=== Section Start ===

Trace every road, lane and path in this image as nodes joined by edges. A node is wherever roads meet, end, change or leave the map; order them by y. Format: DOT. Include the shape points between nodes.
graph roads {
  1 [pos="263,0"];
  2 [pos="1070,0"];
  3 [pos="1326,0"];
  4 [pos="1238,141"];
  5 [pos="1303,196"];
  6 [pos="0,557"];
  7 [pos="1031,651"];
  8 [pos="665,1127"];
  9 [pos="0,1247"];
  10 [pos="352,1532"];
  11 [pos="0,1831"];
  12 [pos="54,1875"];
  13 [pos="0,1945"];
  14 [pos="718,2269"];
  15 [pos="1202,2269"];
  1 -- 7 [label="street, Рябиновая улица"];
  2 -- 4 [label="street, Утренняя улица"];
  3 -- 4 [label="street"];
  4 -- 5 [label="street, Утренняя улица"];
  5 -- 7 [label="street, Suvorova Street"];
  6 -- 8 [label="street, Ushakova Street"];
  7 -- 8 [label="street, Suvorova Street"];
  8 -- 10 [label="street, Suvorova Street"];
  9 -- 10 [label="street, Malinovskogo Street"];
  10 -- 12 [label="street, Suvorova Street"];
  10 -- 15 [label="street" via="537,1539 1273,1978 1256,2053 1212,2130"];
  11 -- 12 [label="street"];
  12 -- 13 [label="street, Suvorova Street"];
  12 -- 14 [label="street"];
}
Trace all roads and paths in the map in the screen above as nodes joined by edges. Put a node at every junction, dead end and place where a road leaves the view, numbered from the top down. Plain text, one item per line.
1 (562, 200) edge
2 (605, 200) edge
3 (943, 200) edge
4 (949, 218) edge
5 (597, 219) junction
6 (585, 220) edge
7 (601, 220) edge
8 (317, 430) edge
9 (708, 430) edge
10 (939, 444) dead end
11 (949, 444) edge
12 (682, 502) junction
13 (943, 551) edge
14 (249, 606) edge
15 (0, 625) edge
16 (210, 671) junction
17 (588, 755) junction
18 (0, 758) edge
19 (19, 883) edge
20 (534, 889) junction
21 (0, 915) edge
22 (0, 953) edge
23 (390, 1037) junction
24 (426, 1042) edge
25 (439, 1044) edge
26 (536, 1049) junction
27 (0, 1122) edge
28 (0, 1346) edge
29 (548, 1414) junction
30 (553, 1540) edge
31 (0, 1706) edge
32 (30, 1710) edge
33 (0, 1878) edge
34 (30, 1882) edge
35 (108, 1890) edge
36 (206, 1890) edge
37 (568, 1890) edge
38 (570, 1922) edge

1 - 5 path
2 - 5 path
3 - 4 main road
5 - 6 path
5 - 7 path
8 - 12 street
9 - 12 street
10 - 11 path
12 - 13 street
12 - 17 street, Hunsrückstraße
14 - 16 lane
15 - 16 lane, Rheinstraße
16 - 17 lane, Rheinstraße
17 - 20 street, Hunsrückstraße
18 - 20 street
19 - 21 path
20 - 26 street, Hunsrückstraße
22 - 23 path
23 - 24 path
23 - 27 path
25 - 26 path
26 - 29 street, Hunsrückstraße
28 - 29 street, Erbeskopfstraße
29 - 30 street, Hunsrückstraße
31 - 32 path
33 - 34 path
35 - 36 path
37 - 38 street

=== Section End ===

> _Required action_
When a line in the listing includes the word "Suvorova", report that line in full.

> _Finished task_
  5 -- 7 [label="street, Suvorova Street"];
  7 -- 8 [label="street, Suvorova Street"];
  8 -- 10 [label="street, Suvorova Street"];
  10 -- 12 [label="street, Suvorova Street"];
  12 -- 13 [label="street, Suvorova Street"];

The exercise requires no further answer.